#### [AIM OF THE TASK]
Find the lines of the listing that contain the string "Kelland", and return them.

#### [RECORDS FOR THE TASK]
════════
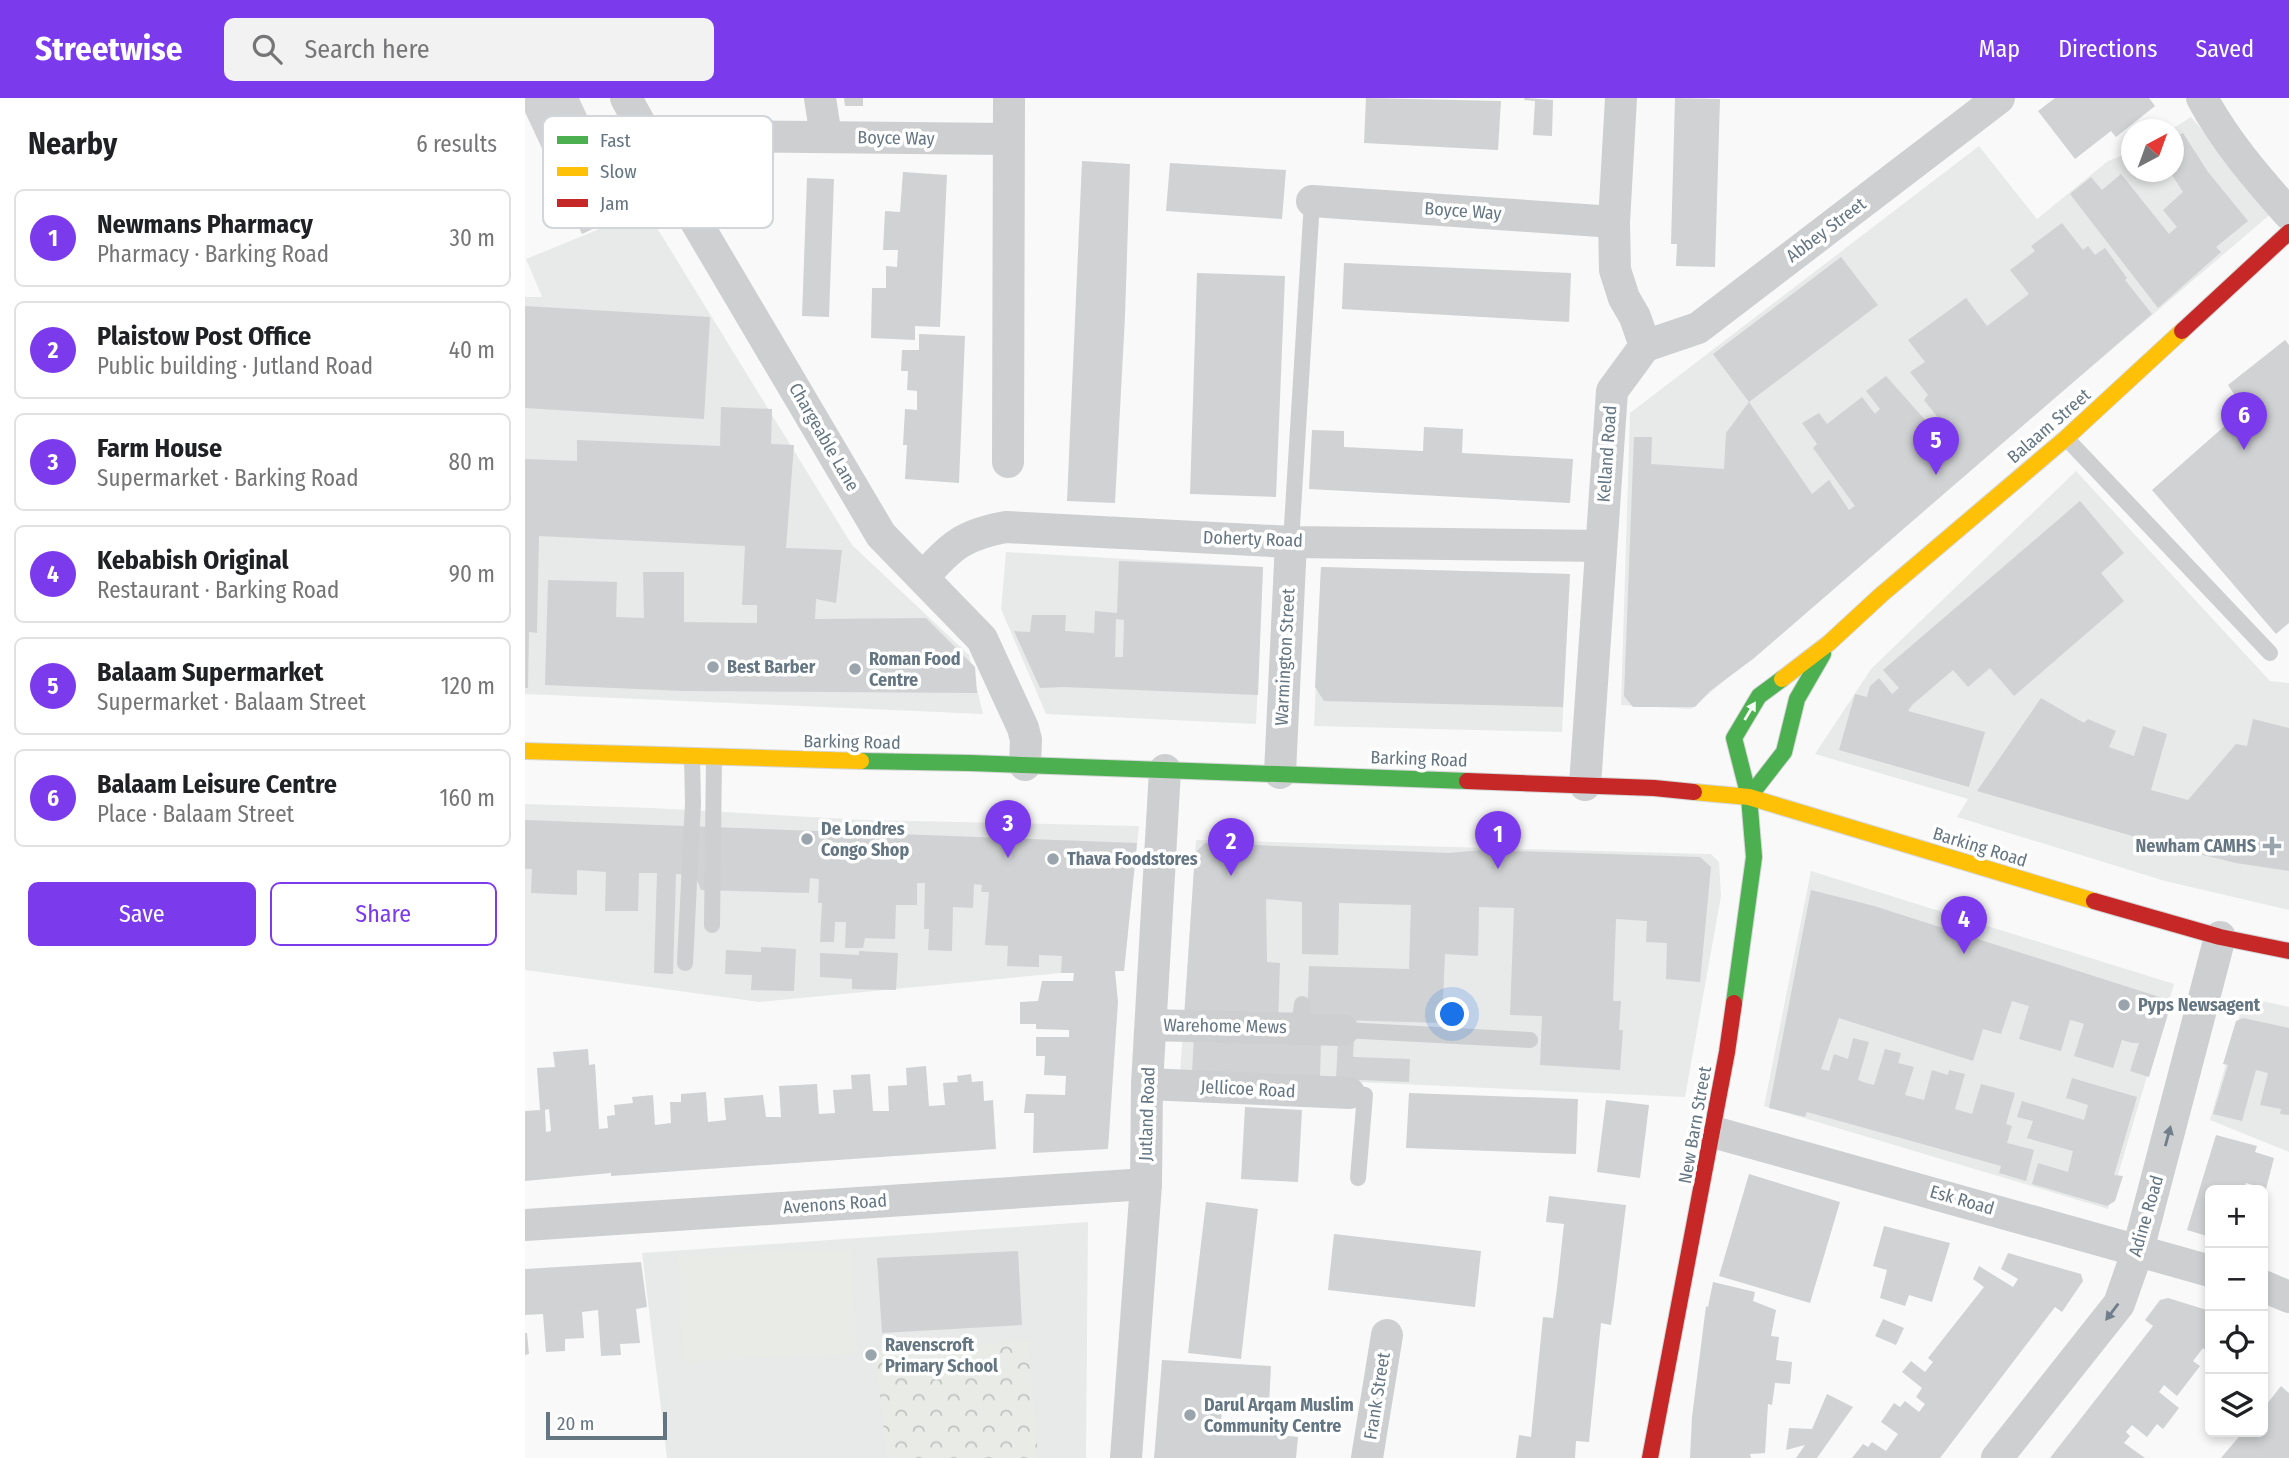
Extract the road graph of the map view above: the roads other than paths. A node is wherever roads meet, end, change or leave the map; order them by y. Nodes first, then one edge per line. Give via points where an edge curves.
1 (626, 98) edge
2 (820, 98) edge
3 (1009, 98) edge
4 (1621, 98) edge
5 (1999, 98) edge
6 (2202, 98) edge
7 (636, 116) edge
8 (773, 136) edge
9 (826, 136) junction
10 (1008, 139) junction
11 (1312, 201) joint
12 (2289, 214) edge
13 (1613, 222) junction
14 (700, 228) edge
15 (2289, 232) edge
16 (1645, 346) junction
17 (2066, 438) junction
18 (1008, 462) dead end
19 (1291, 542) junction
20 (1600, 558) junction
21 (923, 578) junction
22 (1829, 643) junction
23 (2270, 653) dead end
24 (525, 751) edge
25 (692, 757) junction
26 (714, 758) junction
27 (1025, 765) junction
28 (1165, 770) junction
29 (1280, 773) junction
30 (1585, 785) junction
31 (1749, 797) junction
32 (712, 925) dead end
33 (2220, 937) junction
34 (2289, 951) edge
35 (685, 962) dead end
36 (1151, 1025) junction
37 (1343, 1030) joint
38 (1530, 1040) dead end
39 (1147, 1084) junction
40 (1349, 1093) joint
41 (1713, 1132) junction
42 (1358, 1178) dead end
43 (1146, 1184) junction
44 (525, 1225) edge
45 (2138, 1250) junction
46 (2205, 1270) edge
47 (2268, 1288) edge
48 (2289, 1297) edge
49 (1387, 1335) dead end
50 (1126, 1458) edge
51 (1367, 1458) edge
52 (1650, 1458) edge
53 (1997, 1458) edge

1 - 7 street, Chargeable Lane
2 - 9 street
3 - 10 street
4 - 13 street
5 - 16 street, Abbey Street via 1698,328
6 - 12 street via 2260,182
8 - 9 street, Boyce Way
9 - 10 street, Boyce Way
10 - 18 street
11 - 13 street, Boyce Way
11 - 19 lane
13 - 16 street via 1615,270
14 - 21 street, Chargeable Lane via 881,535
15 - 17 main road, Balaam Street
16 - 20 street, Kelland Road via 1612,391
17 - 22 main road, Balaam Street
17 - 23 lane
19 - 20 street, Doherty Road
19 - 21 street, Doherty Road via 1006,527 979,531 953,547
19 - 29 street, Warmington Street
20 - 30 street, Kelland Road
21 - 27 street, Chargeable Lane via 982,639 1023,728
22 - 31 main road, Balaam Street via 1797,699 1784,752
31 -> 22 main road, Balaam Street via 1734,738 1759,696
24 - 25 main road, Barking Road
25 - 26 main road, Barking Road
25 - 35 lane
26 - 27 main road, Barking Road
26 - 32 lane
27 - 28 main road, Barking Road
28 - 29 main road, Barking Road
28 - 36 street, Jutland Road
29 - 30 main road, Barking Road
30 - 31 main road, Barking Road
31 - 33 main road, Barking Road
31 - 41 main road, New Barn Street via 1754,858
33 - 34 main road, Barking Road
45 -> 33 street, Adine Road
36 - 37 street, Warehome Mews via 1300,1016
36 - 39 street, Jutland Road
37 - 38 lane, Warehome Mews
39 - 40 street, Jellicoe Road
39 - 43 street, Jutland Road
40 - 42 lane via 1365,1095
41 - 45 street, Esk Road
41 - 52 main road, New Barn Street
43 - 44 street, Avenons Road
43 - 50 street, Jutland Road
45 - 46 street, Esk Road
45 -> 53 street, Adine Road via 2119,1304
47 - 48 street
49 - 51 street, Frank Street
════════
#### [ANSWER TO THIS EXERCISE]
16 - 20 street, Kelland Road via 1612,391
20 - 30 street, Kelland Road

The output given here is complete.